Analyzing real CDC surveillance data
Source:vignettes/real-data-analysis.Rmd
real-data-analysis.RmdOverview
This vignette demonstrates the complete lineagefreq workflow on
real surveillance data from the U.S. CDC. The built-in
dataset cdc_sarscov2_jn1 contains actual weighted variant
proportion estimates from CDC’s national genomic surveillance program,
covering the JN.1 emergence wave (October 2023 to June 2024).
Load data
library(lineagefreq)
data(cdc_sarscov2_jn1)
str(cdc_sarscov2_jn1)
#> 'data.frame': 171 obs. of 4 variables:
#> $ date : Date, format: "2023-10-14" "2023-10-14" ...
#> $ lineage : chr "BA.2.86" "HK.3" "HV.1" "JN.1" ...
#> $ count : int 26 220 1401 10 0 0 0 6158 185 63 ...
#> $ proportion: num 0.0032 0.0275 0.17508 0.00126 0 ...
vd <- lfq_data(cdc_sarscov2_jn1,
lineage = lineage, date = date, count = count)
vd
#>
#> ── Lineage frequency data
#> 9 lineages, 19 time points
#> Date range: 2023-10-14 to 2024-06-22
#> Lineages: "BA.2.86, HK.3, HV.1, JN.1, JN.1.11.1", ...
#>
#> # A tibble: 171 × 7
#> .date .lineage .count proportion .total .freq .reliable
#> * <date> <chr> <int> <dbl> <int> <dbl> <lgl>
#> 1 2023-10-14 BA.2.86 26 0.00320 8000 0.00325 TRUE
#> 2 2023-10-14 HK.3 220 0.0275 8000 0.0275 TRUE
#> 3 2023-10-14 HV.1 1401 0.175 8000 0.175 TRUE
#> 4 2023-10-14 JN.1 10 0.00126 8000 0.00125 TRUE
#> 5 2023-10-14 JN.1.11.1 0 0 8000 0 TRUE
#> 6 2023-10-14 KP.2 0 0 8000 0 TRUE
#> 7 2023-10-14 KP.3 0 0 8000 0 TRUE
#> 8 2023-10-14 Other 6158 0.770 8000 0.770 TRUE
#> 9 2023-10-14 XBB.1.5 185 0.0232 8000 0.0231 TRUE
#> 10 2023-10-28 BA.2.86 63 0.00793 8000 0.00788 TRUE
#> # ℹ 161 more rowsCollapse rare lineages
During JN.1’s rise, several lineages circulated at low frequency. We collapse those below 5% peak frequency into “Other”.
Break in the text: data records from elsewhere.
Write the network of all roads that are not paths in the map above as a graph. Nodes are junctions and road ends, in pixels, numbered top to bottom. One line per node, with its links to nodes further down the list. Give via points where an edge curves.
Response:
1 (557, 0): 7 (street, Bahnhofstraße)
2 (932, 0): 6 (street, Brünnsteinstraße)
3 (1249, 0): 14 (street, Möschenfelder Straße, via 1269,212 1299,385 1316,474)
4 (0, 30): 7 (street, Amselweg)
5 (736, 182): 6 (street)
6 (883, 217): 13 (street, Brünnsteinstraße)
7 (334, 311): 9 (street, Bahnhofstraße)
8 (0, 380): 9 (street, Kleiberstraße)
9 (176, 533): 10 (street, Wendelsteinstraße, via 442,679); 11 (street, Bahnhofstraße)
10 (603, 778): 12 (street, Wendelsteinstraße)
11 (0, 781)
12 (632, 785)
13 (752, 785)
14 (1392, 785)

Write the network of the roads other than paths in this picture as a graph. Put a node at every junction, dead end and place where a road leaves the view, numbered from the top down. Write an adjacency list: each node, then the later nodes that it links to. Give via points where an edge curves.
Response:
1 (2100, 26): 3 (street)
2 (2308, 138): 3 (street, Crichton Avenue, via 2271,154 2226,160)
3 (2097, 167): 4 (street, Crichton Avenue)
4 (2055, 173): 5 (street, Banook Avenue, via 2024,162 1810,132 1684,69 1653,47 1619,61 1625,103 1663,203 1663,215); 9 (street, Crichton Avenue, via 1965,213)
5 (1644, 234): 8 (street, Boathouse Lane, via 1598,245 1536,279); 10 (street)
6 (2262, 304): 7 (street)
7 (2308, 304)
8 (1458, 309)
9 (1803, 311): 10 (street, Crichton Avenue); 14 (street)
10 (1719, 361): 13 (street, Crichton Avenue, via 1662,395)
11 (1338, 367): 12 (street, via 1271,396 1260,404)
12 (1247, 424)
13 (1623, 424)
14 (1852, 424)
vd_clean <- collapse_lineages(vd, min_freq = 0.05)
#> Collapsing 3 rare lineages into "Other".
attr(vd_clean, "lineages")
#> [1] "HK.3" "HV.1" "JN.1" "KP.2" "KP.3" "Other"Fit MLR model
fit <- fit_model(vd_clean, engine = "mlr")
fit
#> Lineage frequency model (mlr)
#> 6 lineages, 19 time points
#> Date range: 2023-10-14 to 2024-06-22
#> Pivot: "Other"
#>
#> Growth rates (per 7-day unit):
#> ↓ HK.3: -0.1464
#> ↓ HV.1: -0.1483
#> ↑ JN.1: 0.01312
#> ↑ KP.2: 0.2016
#> ↑ KP.3: 0.3202
#>
#> AIC: 3e+05; BIC: 3e+05Growth advantages
ga <- growth_advantage(fit, type = "relative_Rt",
generation_time = 5)
ga
#> # A tibble: 6 × 6
#> lineage estimate lower upper type pivot
#> <chr> <dbl> <dbl> <dbl> <chr> <chr>
#> 1 HK.3 0.901 0.897 0.905 relative_Rt Other
#> 2 HV.1 0.899 0.898 0.901 relative_Rt Other
#> 3 JN.1 1.01 1.01 1.01 relative_Rt Other
#> 4 KP.2 1.15 1.15 1.16 relative_Rt Other
#> 5 KP.3 1.26 1.25 1.26 relative_Rt Other
#> 6 Other 1 1 1 relative_Rt Other
autoplot(fit, type = "advantage", generation_time = 5)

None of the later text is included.